Records for processing below:

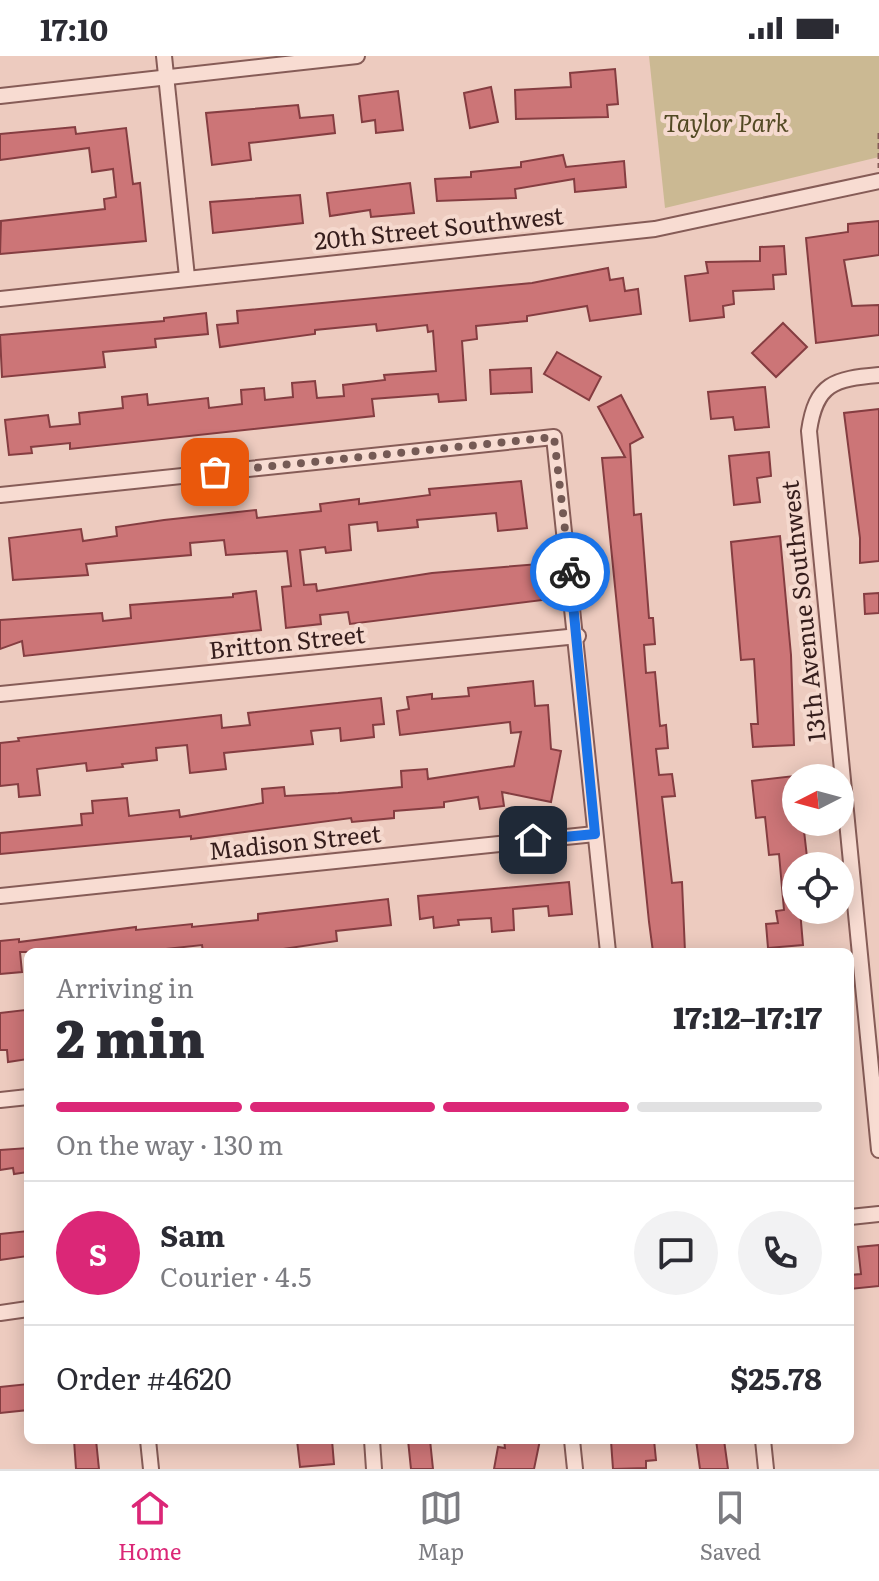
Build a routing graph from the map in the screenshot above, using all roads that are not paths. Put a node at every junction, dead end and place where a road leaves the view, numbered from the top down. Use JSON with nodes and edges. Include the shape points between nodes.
{"nodes":[{"id":1,"x":164,"y":56,"type":"edge"},
{"id":2,"x":357,"y":56,"type":"edge"},
{"id":3,"x":166,"y":76,"type":"junction"},
{"id":4,"x":0,"y":96,"type":"edge"},
{"id":5,"x":879,"y":181,"type":"edge"},
{"id":6,"x":187,"y":277,"type":"junction"},
{"id":7,"x":0,"y":299,"type":"edge"},
{"id":8,"x":879,"y":375,"type":"edge"},
{"id":9,"x":0,"y":495,"type":"edge"},
{"id":10,"x":578,"y":636,"type":"junction"},
{"id":11,"x":0,"y":694,"type":"edge"},
{"id":12,"x":595,"y":834,"type":"junction"},
{"id":13,"x":0,"y":896,"type":"edge"},
{"id":14,"x":608,"y":948,"type":"edge"},
{"id":15,"x":24,"y":1097,"type":"edge"},
{"id":16,"x":0,"y":1100,"type":"edge"},
{"id":17,"x":879,"y":1150,"type":"edge"},
{"id":18,"x":879,"y":1214,"type":"edge"},
{"id":19,"x":854,"y":1217,"type":"edge"},
{"id":20,"x":24,"y":1310,"type":"edge"},
{"id":21,"x":0,"y":1313,"type":"edge"},
{"id":22,"x":148,"y":1444,"type":"edge"},
{"id":23,"x":372,"y":1444,"type":"edge"},
{"id":24,"x":572,"y":1444,"type":"edge"},
{"id":25,"x":763,"y":1444,"type":"edge"},
{"id":26,"x":151,"y":1469,"type":"edge"},
{"id":27,"x":374,"y":1469,"type":"edge"},
{"id":28,"x":575,"y":1469,"type":"edge"},
{"id":29,"x":766,"y":1469,"type":"edge"}],
"edges":[{"from":1,"to":3,"type":"street"},
{"from":2,"to":3,"type":"street"},
{"from":3,"to":4,"type":"street"},
{"from":3,"to":6,"type":"street"},
{"from":5,"to":6,"type":"street","name":"20th Street Southwest","via":[[655,229]]},
{"from":6,"to":7,"type":"street","name":"20th Street Southwest"},
{"from":8,"to":17,"type":"street","name":"13th Avenue Southwest","via":[[845,378],[828,387],[813,402],[809,431]]},
{"from":9,"to":10,"type":"street","via":[[554,437]]},
{"from":10,"to":11,"type":"street","name":"Britton Street"},
{"from":10,"to":12,"type":"street"},
{"from":12,"to":13,"type":"street","name":"Madison Street"},
{"from":12,"to":14,"type":"street"},
{"from":15,"to":16,"type":"street"},
{"from":18,"to":19,"type":"street"},
{"from":20,"to":21,"type":"street"},
{"from":22,"to":26,"type":"street"},
{"from":23,"to":27,"type":"street"},
{"from":24,"to":28,"type":"street"},
{"from":25,"to":29,"type":"street"}]}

End of Records for processing.

[Work request] Filter the data for the string "nodes" and copy every line that has it.

[Completed exercise]
Build a routing graph from the map in the screenshot above, using all roads that are not paths. Put a node at every junction, dead end and place where a road leaves the view, numbered from the top down. Use JSON with nodes and edges. Include the shape points between nodes.
{"nodes":[{"id":1,"x":164,"y":56,"type":"edge"},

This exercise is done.